"Hör klockorna med ängsligt dån" | |
---|---|
Art song | |
English | Hear the bells with anxious thunder |
Written | 1769 |
Text | poem by Carl Michael Bellman |
Language | Swedish |
Melody | Adapted from an ariette in Annette and Lubin |
Dedication | Över brännvinsbrännaren Lundholm (About brandy-distiller Lundholm) |
Published | 1791 in Fredman's Songs |
Scoring | voice and cittern |
Hör klockorna med ängsligt dån (Hear the bells with anxious thunder) or Fredman's Song no. 6 is one of the Swedish 18th century poet and performer Carl Michael Bellman's Fredman's Songs, written in 1769. It is subtitled Över brännvinsbrännaren Lundholm (About brandy-distiller Lundholm). It was originally one of the texts for Bellman's Order of Bacchus. It was first performed on 15 October 1769, and quickly became popular, spreading as a transcript. It is structured as a funeral oration for a member of Lundholm's Order, parodying the Swedish system of noble Orders.
Context
Carl Michael Bellman is a central figure in the Swedish ballad tradition and a powerful influence in Swedish music, known for his 1790 Fredman's Epistles and his 1791 Fredman's Songs.[1] A solo entertainer, he played the cittern, accompanying himself as he performed his songs at the royal court.[2][3][4]

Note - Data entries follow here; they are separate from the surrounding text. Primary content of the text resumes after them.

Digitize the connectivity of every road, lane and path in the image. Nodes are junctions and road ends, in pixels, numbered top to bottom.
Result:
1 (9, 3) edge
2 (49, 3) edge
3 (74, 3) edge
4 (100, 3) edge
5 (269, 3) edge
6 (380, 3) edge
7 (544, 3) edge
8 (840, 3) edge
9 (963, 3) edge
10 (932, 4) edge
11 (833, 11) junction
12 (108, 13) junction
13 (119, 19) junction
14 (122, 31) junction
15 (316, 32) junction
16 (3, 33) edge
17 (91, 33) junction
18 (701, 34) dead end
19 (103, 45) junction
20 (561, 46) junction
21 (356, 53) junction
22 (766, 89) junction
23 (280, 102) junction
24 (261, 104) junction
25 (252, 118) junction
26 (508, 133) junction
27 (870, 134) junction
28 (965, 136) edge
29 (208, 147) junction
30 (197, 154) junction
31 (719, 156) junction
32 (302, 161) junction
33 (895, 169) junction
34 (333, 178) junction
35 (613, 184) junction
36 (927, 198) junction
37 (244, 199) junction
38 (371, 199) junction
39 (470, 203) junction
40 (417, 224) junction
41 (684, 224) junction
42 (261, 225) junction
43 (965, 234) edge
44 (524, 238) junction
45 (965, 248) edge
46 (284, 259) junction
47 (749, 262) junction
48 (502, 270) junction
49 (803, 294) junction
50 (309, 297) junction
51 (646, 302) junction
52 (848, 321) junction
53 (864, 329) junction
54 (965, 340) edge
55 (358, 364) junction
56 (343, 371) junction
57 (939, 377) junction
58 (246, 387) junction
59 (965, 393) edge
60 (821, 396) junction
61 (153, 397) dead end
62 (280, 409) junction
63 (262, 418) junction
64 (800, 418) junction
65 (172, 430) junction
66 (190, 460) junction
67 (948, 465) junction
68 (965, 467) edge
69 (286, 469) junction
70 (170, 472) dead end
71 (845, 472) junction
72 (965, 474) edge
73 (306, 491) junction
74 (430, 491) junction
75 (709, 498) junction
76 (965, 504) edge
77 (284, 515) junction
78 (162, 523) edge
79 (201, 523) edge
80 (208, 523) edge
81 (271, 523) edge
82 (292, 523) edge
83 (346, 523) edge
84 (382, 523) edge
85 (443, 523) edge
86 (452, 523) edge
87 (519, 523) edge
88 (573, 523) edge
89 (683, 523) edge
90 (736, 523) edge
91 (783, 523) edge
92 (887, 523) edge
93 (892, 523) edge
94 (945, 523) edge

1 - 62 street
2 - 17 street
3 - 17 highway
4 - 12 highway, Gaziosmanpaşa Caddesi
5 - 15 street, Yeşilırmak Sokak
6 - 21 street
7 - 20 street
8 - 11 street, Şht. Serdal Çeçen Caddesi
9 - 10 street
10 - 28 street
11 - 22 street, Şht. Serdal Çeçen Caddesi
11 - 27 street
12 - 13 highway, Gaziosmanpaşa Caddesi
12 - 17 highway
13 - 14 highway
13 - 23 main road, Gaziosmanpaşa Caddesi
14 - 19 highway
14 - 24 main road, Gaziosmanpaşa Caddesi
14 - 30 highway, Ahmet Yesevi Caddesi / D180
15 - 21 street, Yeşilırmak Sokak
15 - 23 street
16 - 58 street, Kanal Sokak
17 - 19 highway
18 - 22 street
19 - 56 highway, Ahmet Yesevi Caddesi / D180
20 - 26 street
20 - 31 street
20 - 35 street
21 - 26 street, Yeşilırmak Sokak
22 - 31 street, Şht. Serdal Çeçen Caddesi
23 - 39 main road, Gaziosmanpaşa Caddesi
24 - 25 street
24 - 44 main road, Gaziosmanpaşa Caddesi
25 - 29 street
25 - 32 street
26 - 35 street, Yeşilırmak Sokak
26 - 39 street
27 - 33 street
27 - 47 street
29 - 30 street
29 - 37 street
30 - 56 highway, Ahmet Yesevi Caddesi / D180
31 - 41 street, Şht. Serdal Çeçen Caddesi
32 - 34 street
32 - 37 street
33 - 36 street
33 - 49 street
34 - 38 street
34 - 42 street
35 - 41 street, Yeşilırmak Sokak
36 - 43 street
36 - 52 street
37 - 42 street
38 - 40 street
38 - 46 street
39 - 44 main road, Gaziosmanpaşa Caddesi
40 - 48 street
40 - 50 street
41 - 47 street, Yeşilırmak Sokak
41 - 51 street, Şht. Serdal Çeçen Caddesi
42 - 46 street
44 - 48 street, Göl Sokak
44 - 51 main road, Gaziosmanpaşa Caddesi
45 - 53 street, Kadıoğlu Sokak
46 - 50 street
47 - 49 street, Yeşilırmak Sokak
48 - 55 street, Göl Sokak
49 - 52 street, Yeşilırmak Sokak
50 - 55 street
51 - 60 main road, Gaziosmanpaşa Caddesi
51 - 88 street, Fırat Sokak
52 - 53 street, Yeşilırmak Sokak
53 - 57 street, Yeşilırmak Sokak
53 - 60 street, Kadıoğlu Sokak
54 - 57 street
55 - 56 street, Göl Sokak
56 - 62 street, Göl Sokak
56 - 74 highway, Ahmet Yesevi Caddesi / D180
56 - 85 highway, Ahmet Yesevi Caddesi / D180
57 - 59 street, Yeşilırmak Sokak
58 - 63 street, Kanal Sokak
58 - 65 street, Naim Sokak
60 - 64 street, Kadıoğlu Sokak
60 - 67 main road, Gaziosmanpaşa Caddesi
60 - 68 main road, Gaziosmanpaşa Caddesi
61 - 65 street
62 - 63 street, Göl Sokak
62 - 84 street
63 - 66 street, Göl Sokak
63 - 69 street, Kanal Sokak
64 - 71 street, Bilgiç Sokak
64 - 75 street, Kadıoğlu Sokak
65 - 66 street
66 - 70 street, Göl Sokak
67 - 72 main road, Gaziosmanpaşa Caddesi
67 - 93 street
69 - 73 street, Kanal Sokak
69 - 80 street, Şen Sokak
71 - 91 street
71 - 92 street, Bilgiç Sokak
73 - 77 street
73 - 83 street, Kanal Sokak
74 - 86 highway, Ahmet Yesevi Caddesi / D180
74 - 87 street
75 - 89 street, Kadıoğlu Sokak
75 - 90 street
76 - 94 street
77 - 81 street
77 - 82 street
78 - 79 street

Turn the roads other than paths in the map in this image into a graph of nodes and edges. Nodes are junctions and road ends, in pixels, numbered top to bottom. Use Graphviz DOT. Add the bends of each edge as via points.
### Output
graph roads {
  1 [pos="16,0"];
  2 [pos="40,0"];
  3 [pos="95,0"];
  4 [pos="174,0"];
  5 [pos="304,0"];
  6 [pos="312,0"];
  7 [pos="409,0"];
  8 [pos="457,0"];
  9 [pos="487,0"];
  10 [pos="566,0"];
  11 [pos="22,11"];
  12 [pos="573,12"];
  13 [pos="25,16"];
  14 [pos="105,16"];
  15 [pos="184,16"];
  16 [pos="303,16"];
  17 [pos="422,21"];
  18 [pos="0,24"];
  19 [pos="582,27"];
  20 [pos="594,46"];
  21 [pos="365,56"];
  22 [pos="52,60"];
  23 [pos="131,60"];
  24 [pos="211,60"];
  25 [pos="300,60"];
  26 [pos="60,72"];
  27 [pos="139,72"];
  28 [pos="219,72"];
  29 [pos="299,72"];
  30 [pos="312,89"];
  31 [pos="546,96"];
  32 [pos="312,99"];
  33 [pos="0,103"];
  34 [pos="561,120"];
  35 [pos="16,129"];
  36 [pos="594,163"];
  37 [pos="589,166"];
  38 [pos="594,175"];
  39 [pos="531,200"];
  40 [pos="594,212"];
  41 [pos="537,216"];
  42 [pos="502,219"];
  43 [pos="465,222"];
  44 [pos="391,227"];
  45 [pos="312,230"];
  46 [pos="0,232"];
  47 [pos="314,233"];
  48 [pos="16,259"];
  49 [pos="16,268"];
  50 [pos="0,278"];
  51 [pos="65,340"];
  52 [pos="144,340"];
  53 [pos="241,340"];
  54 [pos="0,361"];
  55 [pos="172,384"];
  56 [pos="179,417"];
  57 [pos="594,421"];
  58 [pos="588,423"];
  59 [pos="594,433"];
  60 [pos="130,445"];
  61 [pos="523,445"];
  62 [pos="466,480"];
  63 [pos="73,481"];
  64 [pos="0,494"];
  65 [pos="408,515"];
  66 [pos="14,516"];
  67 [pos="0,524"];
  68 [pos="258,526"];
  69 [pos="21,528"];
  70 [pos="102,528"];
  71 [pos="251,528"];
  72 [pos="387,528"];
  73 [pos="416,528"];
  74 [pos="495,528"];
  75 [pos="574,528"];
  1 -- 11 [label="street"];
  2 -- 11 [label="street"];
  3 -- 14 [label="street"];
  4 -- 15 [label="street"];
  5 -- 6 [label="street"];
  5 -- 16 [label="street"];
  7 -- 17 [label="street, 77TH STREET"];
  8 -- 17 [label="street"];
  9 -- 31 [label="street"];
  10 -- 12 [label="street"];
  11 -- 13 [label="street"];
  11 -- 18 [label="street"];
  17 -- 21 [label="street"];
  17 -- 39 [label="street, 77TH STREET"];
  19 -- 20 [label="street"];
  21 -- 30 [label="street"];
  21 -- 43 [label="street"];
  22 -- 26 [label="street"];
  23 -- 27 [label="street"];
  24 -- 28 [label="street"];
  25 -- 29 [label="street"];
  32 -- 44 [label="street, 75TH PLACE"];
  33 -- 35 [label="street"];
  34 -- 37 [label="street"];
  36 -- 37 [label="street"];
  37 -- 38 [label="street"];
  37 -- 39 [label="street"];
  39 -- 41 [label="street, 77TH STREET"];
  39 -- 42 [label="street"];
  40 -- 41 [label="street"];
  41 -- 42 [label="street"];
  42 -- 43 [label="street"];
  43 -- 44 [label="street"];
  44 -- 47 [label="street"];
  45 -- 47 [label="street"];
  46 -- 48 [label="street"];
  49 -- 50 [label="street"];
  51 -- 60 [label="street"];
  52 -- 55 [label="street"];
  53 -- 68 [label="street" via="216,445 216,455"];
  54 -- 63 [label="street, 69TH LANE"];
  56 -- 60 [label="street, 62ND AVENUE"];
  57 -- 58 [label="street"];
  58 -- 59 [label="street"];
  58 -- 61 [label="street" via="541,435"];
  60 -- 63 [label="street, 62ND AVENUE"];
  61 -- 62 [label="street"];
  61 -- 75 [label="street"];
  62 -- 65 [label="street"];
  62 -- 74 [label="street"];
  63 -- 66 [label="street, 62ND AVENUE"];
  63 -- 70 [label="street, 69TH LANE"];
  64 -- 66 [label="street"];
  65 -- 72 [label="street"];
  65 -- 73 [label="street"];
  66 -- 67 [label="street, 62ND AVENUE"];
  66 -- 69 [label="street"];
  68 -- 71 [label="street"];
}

Jean Fredman (1712 or 1713–1767) was a real watchmaker of Bellman's Stockholm. The fictional Fredman, alive after 1767, but without employment, is the supposed narrator in Bellman's epistles and songs.[5] The epistles, written and performed in different styles, from drinking songs and laments to pastorales, paint a complex picture of the life of the city during the 18th century. A frequent theme is the demimonde, with Fredman's cheerfully drunk Order of Bacchus,[6] a loose company of ragged men who favour strong drink and prostitutes. At the same time as depicting this realist side of life, Bellman creates a rococo picture, full of classical allusion, following the French post-Baroque poets. The women, including the beautiful Ulla Winblad, are "nymphs", while Neptune's festive troop of followers and sea-creatures sport in Stockholm's waters.[7] The juxtaposition of elegant and low life is humorous, sometimes burlesque, but always graceful and sympathetic.[2][8] The songs are "most ingeniously" set to their music, which is nearly always borrowed and skilfully adapted.[9]
Song
Music and verse form
The song was written on 15 October 1769. The melody is based on an ariette from Justine Favart and Adolphe Blaise's 1763 French comic operetta Annette and Lubin.[10] There are four stanzas, each of six lines, three long and then three short. The rhyming scheme is ABA-CCA. Its time signature is 3
8.[11]
Lyrics
The song is a lament for brandy-distiller Lundholm, described in rococo terms as a member of the Order of Bacchus. It is subtitled Över brännvinsbrännaren Lundholm (About brandy-distiller Lundholm).[11]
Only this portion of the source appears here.